▶ INSTRUCTIONS TO FOLLOW:
Among the entries below, how many lines contain the string "Mühlrain"? Reply with that number alone.

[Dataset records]
- Opening Delimiter -

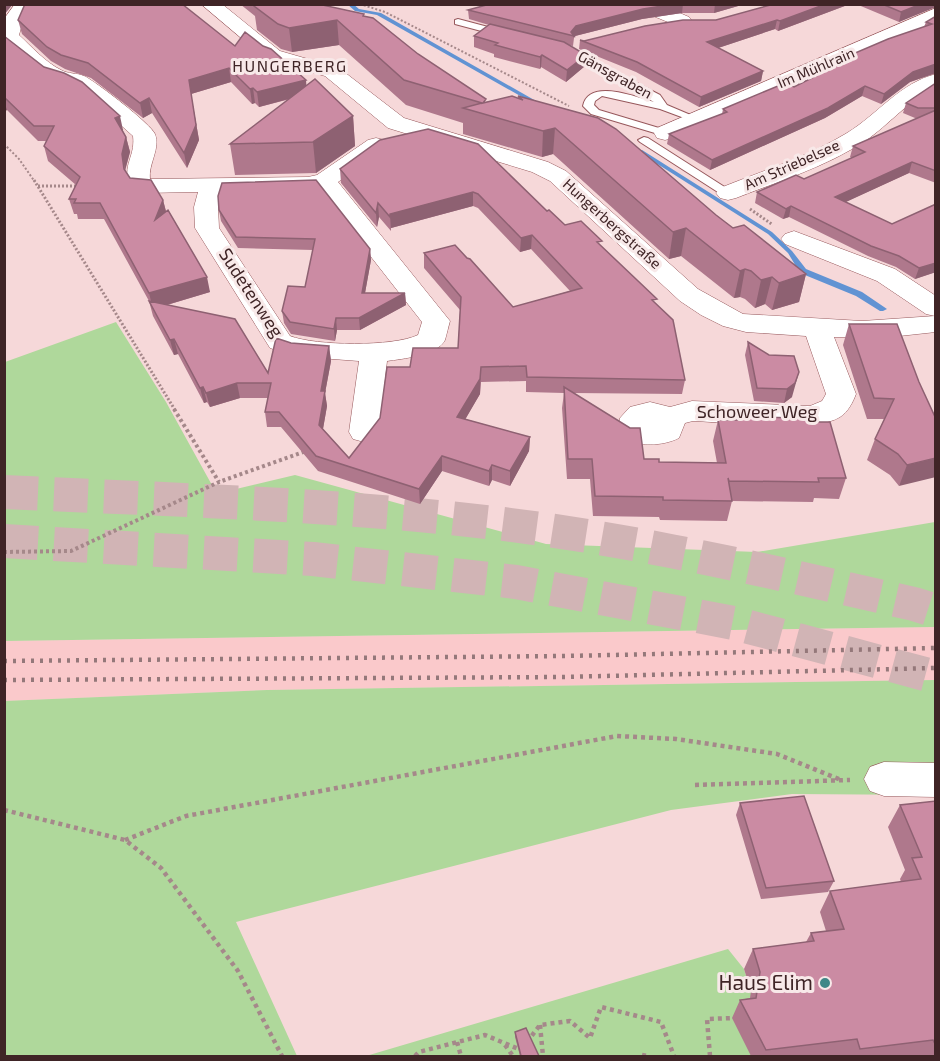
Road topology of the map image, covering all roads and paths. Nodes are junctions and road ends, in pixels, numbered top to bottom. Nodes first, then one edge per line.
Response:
1 (25, 4) edge
2 (210, 4) edge
3 (360, 4) edge
4 (641, 4) edge
5 (936, 14) edge
6 (458, 22) dead end
7 (642, 27) edge
8 (513, 36) edge
9 (557, 47) edge
10 (936, 81) edge
11 (663, 107) junction
12 (572, 108) edge
13 (695, 119) junction
14 (402, 126) junction
15 (665, 133) joint
16 (644, 140) dead end
17 (4, 144) edge
18 (324, 181) junction
19 (212, 185) junction
20 (38, 186) junction
21 (81, 186) edge
22 (728, 193) junction
23 (794, 239) joint
24 (936, 308) edge
25 (936, 324) edge
26 (817, 328) junction
27 (374, 352) junction
28 (665, 419) dead end
29 (364, 432) dead end
30 (317, 447) edge
31 (219, 482) junction
32 (4, 552) edge
33 (884, 779) joint
34 (841, 780) junction
35 (936, 780) edge
36 (695, 785) dead end
37 (4, 810) edge
38 (125, 840) junction
39 (740, 1017) edge
40 (540, 1025) junction
41 (457, 1042) junction
42 (504, 1042) junction
43 (282, 1056) edge
44 (415, 1056) edge
45 (461, 1056) edge
46 (513, 1056) edge
47 (543, 1056) edge
48 (674, 1056) edge
49 (710, 1056) edge

1 - 19 street
2 - 14 street, Hungerbergstraße
3 - 12 path
4 - 7 street
5 - 13 street, Im Mühlrain
6 - 8 lane
9 - 11 lane, Gänsgraben
10 - 22 street, Am Striebelsee
11 - 13 lane, Im Mühlrain
11 - 15 lane, Im Mühlrain
13 - 15 street, Im Mühlrain
14 - 18 street
14 - 26 street, Hungerbergstraße
16 - 22 lane, Am Striebelsee
17 - 20 path
18 - 19 street
18 - 27 street, Sudetenweg
19 - 27 street, Sudetenweg
20 - 21 path
20 - 31 path
22 - 23 path
23 - 24 street
25 - 26 street, Hungerbergstraße
26 - 28 street, Schoweer Weg
27 - 29 street
30 - 31 path
31 - 32 path
33 - 34 path
33 - 35 street
34 - 36 path
34 - 38 path
37 - 38 path
38 - 43 path
39 - 49 path
40 - 42 path
40 - 47 path
40 - 48 path
41 - 42 path
41 - 44 path
41 - 45 path
42 - 46 path

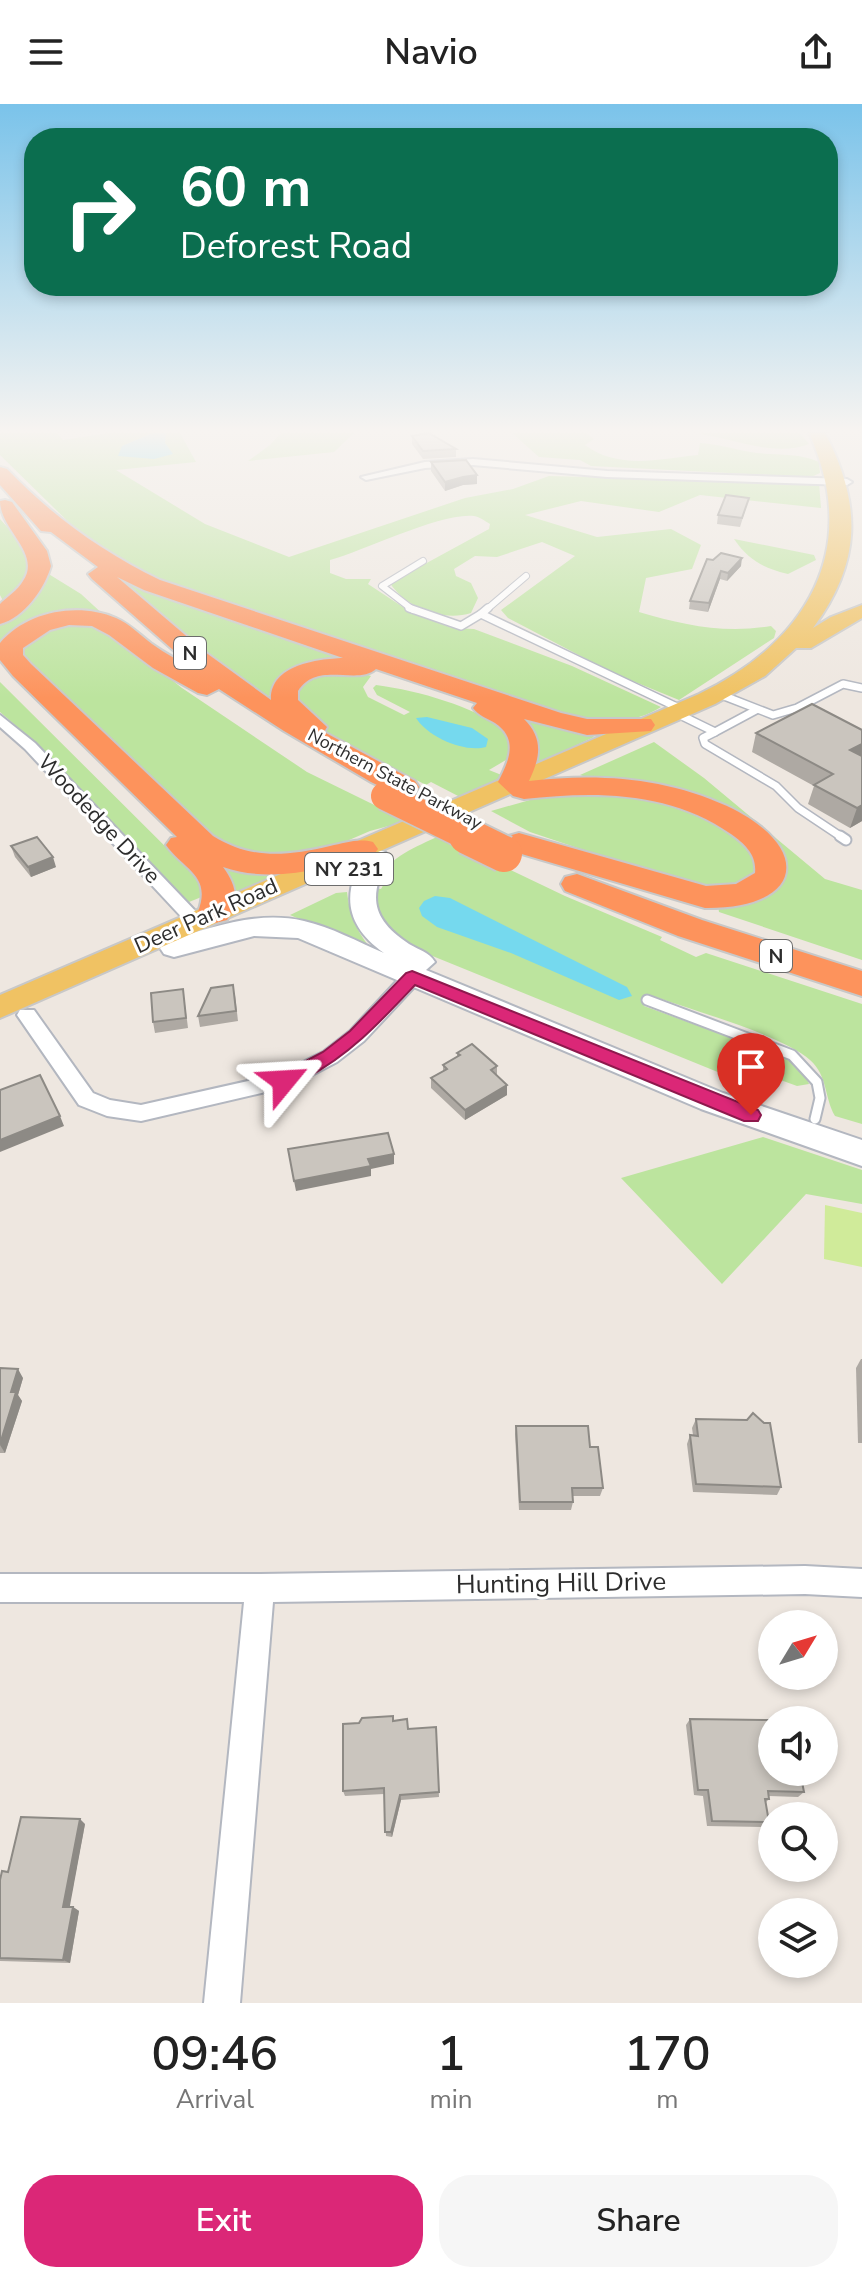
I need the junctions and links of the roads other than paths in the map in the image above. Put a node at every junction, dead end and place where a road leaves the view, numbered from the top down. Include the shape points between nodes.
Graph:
1 (15, 522) edge
2 (22, 522) edge
3 (46, 522) edge
4 (51, 522) edge
5 (858, 539) edge
6 (423, 561) dead end
7 (526, 576) dead end
8 (862, 598) edge
9 (862, 611) edge
10 (817, 613) junction
11 (481, 614) junction
12 (0, 617) edge
13 (0, 667) edge
14 (759, 670) junction
15 (207, 687) junction
16 (862, 688) edge
17 (719, 694) junction
18 (797, 708) junction
19 (756, 710) junction
20 (681, 713) junction
21 (810, 715) edge
22 (0, 719) edge
23 (641, 725) junction
24 (715, 732) junction
25 (386, 784) junction
26 (518, 786) junction
27 (846, 840) dead end
28 (512, 848) junction
29 (369, 853) junction
30 (205, 916) junction
31 (174, 948) junction
32 (862, 965) edge
33 (412, 977) junction
34 (862, 984) edge
35 (647, 1000) dead end
36 (9, 1016) edge
37 (815, 1119) junction
38 (862, 1134) edge
39 (862, 1153) edge
40 (862, 1583) edge
41 (0, 1588) edge
42 (260, 1588) junction
43 (222, 2003) edge

1 - 12 highway via 40,566 34,584
2 - 15 highway, Northern State Parkway / N via 150,643
3 - 25 highway, Northern State Parkway / N via 210,668
4 - 23 highway via 107,563 152,585 554,720 587,727
5 - 10 main road, Deer Park Road
6 - 11 lane via 382,586 393,599 419,614 461,626
7 - 11 lane
8 - 10 main road
9 - 14 main road
10 - 14 main road, Deer Park Road
11 - 20 lane
13 - 30 highway via 213,875 222,891
14 - 17 main road, Deer Park Road
15 - 25 highway, Northern State Parkway / N via 317,758
15 - 29 highway via 99,620 41,625 10,647 16,665 220,855 272,866
16 - 18 lane via 843,684
17 - 19 lane
17 - 20 main road, Deer Park Road
18 - 19 lane via 773,715
18 - 21 lane
19 - 24 lane
20 - 23 main road, Deer Park Road / NY 231
20 - 24 lane
20 - 26 main road, Deer Park Road / NY 231 via 654,732
22 - 30 street, Woodedge Drive
23 - 26 main road, Deer Park Road / NY 231
24 - 27 lane via 703,738 705,744 776,786
25 - 26 highway via 289,708 283,698 290,682 318,667 358,665 488,709 525,739
25 - 28 highway, Northern State Parkway / N, bridge
26 - 28 highway via 609,785 685,800 749,833 767,851 771,868 765,882 751,891 705,897
26 - 29 main road, Deer Park Road / NY 231
28 - 32 highway, Northern State Parkway / N
28 - 34 highway, Northern State Parkway / N via 690,928
29 - 30 main road, Deer Park Road / NY 231
29 - 31 main road, Deer Park Road / NY 231
29 - 37 street via 361,886 364,911 377,934 400,952 667,1065
30 - 36 main road, Deer Park Road / NY 231
31 - 33 street via 240,929 283,925 314,933
31 - 36 main road, Deer Park Road / NY 231
33 - 36 street via 357,1036 284,1081 141,1113 86,1099
33 - 39 street via 712,1101
35 - 37 lane via 792,1055 818,1082 822,1099
37 - 38 street
40 - 42 street, Hunting Hill Drive
41 - 42 street, Hunting Hill Drive
42 - 43 street

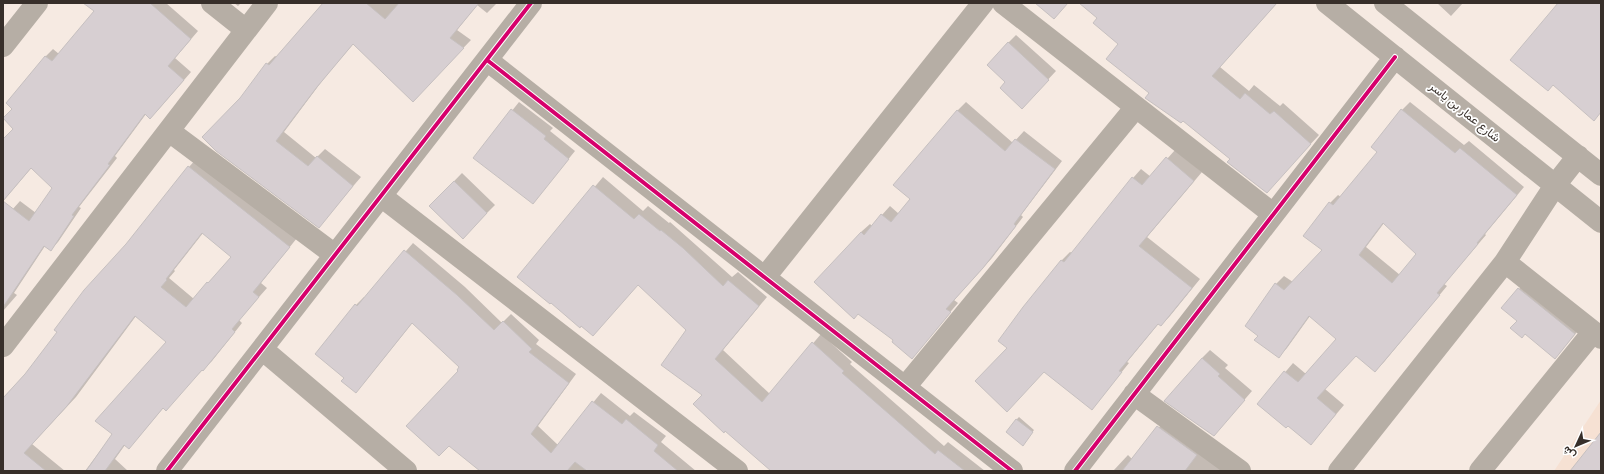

- Closing Delimiter -

▶ PROBLEM SOLUTION:
4